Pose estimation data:
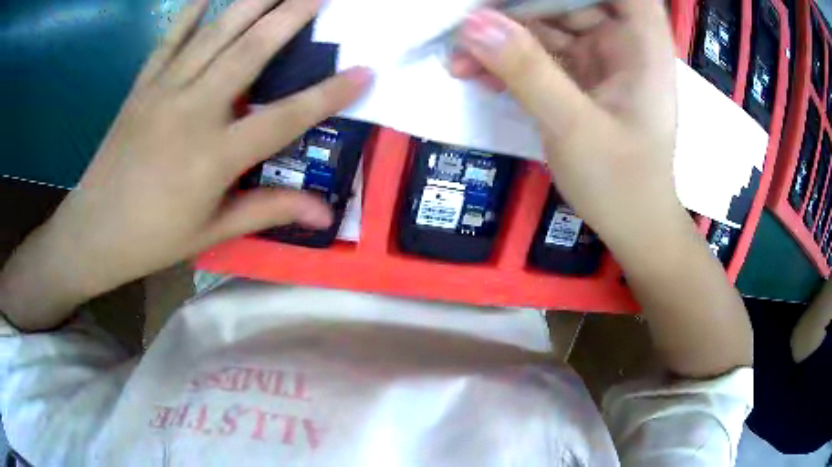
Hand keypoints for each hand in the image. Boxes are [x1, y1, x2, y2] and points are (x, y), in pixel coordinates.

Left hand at [0, 0, 371, 329]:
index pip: (284, 118)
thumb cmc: (152, 239)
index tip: (365, 72)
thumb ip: (268, 211)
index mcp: (214, 157)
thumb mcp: (211, 233)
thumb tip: (324, 215)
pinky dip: (190, 13)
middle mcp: (193, 112)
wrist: (93, 232)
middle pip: (251, 52)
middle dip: (292, 16)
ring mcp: (164, 92)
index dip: (328, 95)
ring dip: (252, 3)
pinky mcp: (142, 87)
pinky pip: (170, 41)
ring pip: (215, 35)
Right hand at [450, 1, 679, 244]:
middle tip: (468, 26)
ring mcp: (600, 59)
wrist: (632, 228)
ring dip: (503, 39)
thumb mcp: (574, 127)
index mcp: (642, 43)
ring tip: (460, 60)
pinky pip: (540, 55)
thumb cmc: (621, 184)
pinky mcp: (580, 78)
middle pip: (569, 1)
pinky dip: (510, 62)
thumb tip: (473, 23)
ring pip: (547, 26)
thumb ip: (528, 70)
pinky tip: (479, 75)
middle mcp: (623, 42)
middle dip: (518, 8)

EXERCISE INSTRUCTIONS: Copy the stretch of the records above that runs from the line with "Left hand at" through the line with "thumb cmc: (621, 184)". Both end lines belong in the copy, and nothing else does.

WRITTEN SOLUTION:
Left hand at [0, 0, 371, 329]:
index pip: (284, 118)
thumb cmc: (152, 239)
index tip: (365, 72)
thumb ip: (268, 211)
index mcp: (214, 157)
thumb mcp: (211, 233)
thumb tip: (324, 215)
pinky dip: (190, 13)
middle mcp: (193, 112)
wrist: (93, 232)
middle pip: (251, 52)
middle dip: (292, 16)
ring mcp: (164, 92)
index dip: (328, 95)
ring dip: (252, 3)
pinky mcp: (142, 87)
pinky pip: (170, 41)
ring pip: (215, 35)
Right hand at [450, 1, 679, 244]:
middle tip: (468, 26)
ring mcp: (600, 59)
wrist: (632, 228)
ring dip: (503, 39)
thumb mcp: (574, 127)
index mcp: (642, 43)
ring tip: (460, 60)
pinky pip: (540, 55)
thumb cmc: (621, 184)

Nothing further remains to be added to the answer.